The two high masts of this production were the Joffrey Ballet and Dmitry Korchak’s truly impressive performance. To be able to sing for so long, the first two acts entirely, and to still have the texture, the fullness, and richness of voice, makes Korchak one of the best light tenors. It was a tour de force. At the end of act III, I noticed Dmitry was gasping for air as he came out on stage to salute the applauding audience. He received a standing ovation. The young dancers of the Joffrey Ballet and Korchak’s performance was the big plus. Two artistic forces complementing and disputing emotions in the hearts of all who witnessed a myth coming to life; for it was a mythical moment at the Lyric, and that is the purpose of art, to engage and to make the spectator part of the story.


Note: *This production of Orphée et Eurydice will be recorded for television and broadcasted by PBS in 2018. Also, as of 2020 the Joffrey Ballet will be an integral part of Lyric Opera of Chicago.


Orphée and Eurydice will continue to be performed at the Lyric Opera of Chicago on the following dates: October 6, 9, 12, and 15.

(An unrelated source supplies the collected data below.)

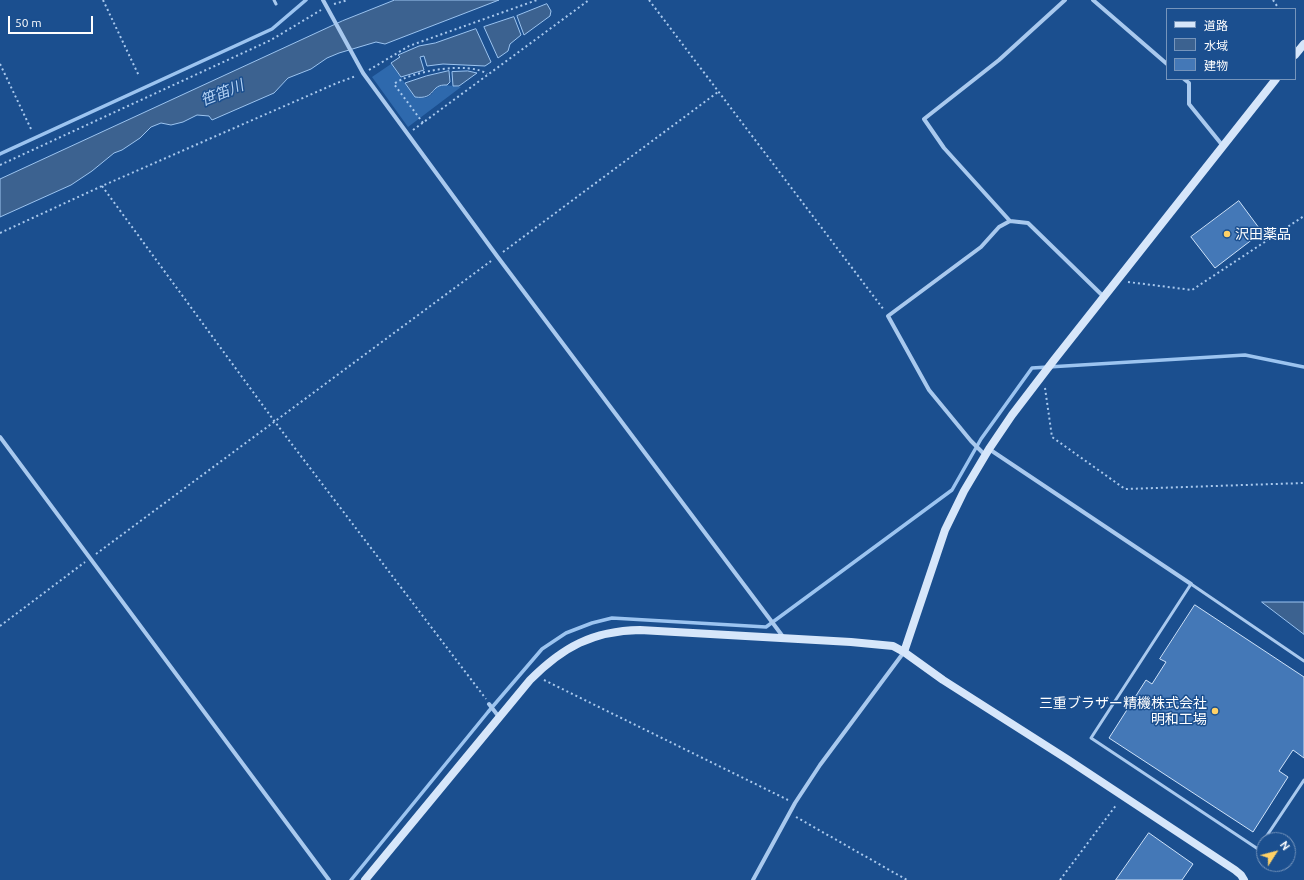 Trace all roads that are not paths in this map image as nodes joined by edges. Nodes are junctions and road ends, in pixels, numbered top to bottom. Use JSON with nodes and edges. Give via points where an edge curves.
{"nodes":[{"id":1,"x":274,"y":0,"type":"edge"},
{"id":2,"x":323,"y":0,"type":"edge"},
{"id":3,"x":1066,"y":0,"type":"edge"},
{"id":4,"x":1093,"y":0,"type":"edge"},
{"id":5,"x":276,"y":4,"type":"dead end"},
{"id":6,"x":1304,"y":44,"type":"edge"},
{"id":7,"x":1296,"y":54,"type":"edge"},
{"id":8,"x":1166,"y":63,"type":"edge"},
{"id":9,"x":1185,"y":80,"type":"edge"},
{"id":10,"x":1275,"y":80,"type":"edge"},
{"id":11,"x":1223,"y":146,"type":"junction"},
{"id":12,"x":1010,"y":221,"type":"junction"},
{"id":13,"x":1104,"y":297,"type":"junction"},
{"id":14,"x":0,"y":437,"type":"edge"},
{"id":15,"x":984,"y":451,"type":"junction"},
{"id":16,"x":1191,"y":584,"type":"junction"},
{"id":17,"x":784,"y":638,"type":"junction"},
{"id":18,"x":904,"y":652,"type":"junction"},
{"id":19,"x":1304,"y":661,"type":"edge"},
{"id":20,"x":489,"y":704,"type":"road end"},
{"id":21,"x":499,"y":717,"type":"junction"},
{"id":22,"x":1304,"y":780,"type":"edge"},
{"id":23,"x":329,"y":880,"type":"edge"},
{"id":24,"x":366,"y":880,"type":"edge"},
{"id":25,"x":753,"y":880,"type":"edge"},
{"id":26,"x":1244,"y":880,"type":"edge"}],
"edges":[{"from":1,"to":5,"type":"lane"},
{"from":2,"to":17,"type":"street","via":[[362,72]]},
{"from":3,"to":12,"type":"street","via":[[999,60],[924,119],[944,148]]},
{"from":4,"to":8,"type":"street"},
{"from":6,"to":7,"type":"street"},
{"from":9,"to":11,"type":"street","via":[[1189,83],[1189,104]]},
{"from":10,"to":11,"type":"street"},
{"from":11,"to":13,"type":"street"},
{"from":12,"to":13,"type":"street","via":[[1028,223]]},
{"from":12,"to":15,"type":"street","via":[[999,227],[981,247],[888,316],[929,390],[971,441]]},
{"from":13,"to":15,"type":"street"},
{"from":14,"to":23,"type":"street"},
{"from":15,"to":16,"type":"street"},
{"from":15,"to":18,"type":"street","via":[[945,530]]},
{"from":16,"to":19,"type":"lane"},
{"from":16,"to":22,"type":"lane","via":[[1091,738],[1258,849]]},
{"from":17,"to":18,"type":"street","via":[[887,645]]},
{"from":17,"to":21,"type":"street","via":[[640,630],[615,632],[592,638],[570,647],[545,664]]},
{"from":18,"to":25,"type":"street","via":[[824,760],[790,813]]},
{"from":18,"to":26,"type":"street","via":[[1235,870]]},
{"from":20,"to":21,"type":"street"},
{"from":21,"to":24,"type":"street"}]}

León Leiva Gallardo (Amapala, Honduras, 1962) Poet and narrator, author of the novels Guadalajara de noche (2006) and La casa del cementerio (2008), both published by the prestigious Spanish publisher Tusquets Editores. A representative selection of his poetry was published in the volume Tríptico: tres lustros de poesía (MediaIsla Editores, 2015). Other poetic works are Breviario (Ediciones Estampa, 2015) and Palabras al acecho / Desarraigos: Cuatro poetas latinoamericanos en Chicago (Vocesueltas, 2008). His work has also appeared in anthologies such as Voces de América Latina I (MediaIsla Editores, 2016), En el ojo del viento (John Barry, 2004), Astillas de luz/Shards of Light (Tia Chucha Press, 2000). Leiva Gallardo often writes articles on literature and culture in El BeiSMan (Chicago) and MediaIsla of Houston, Texas.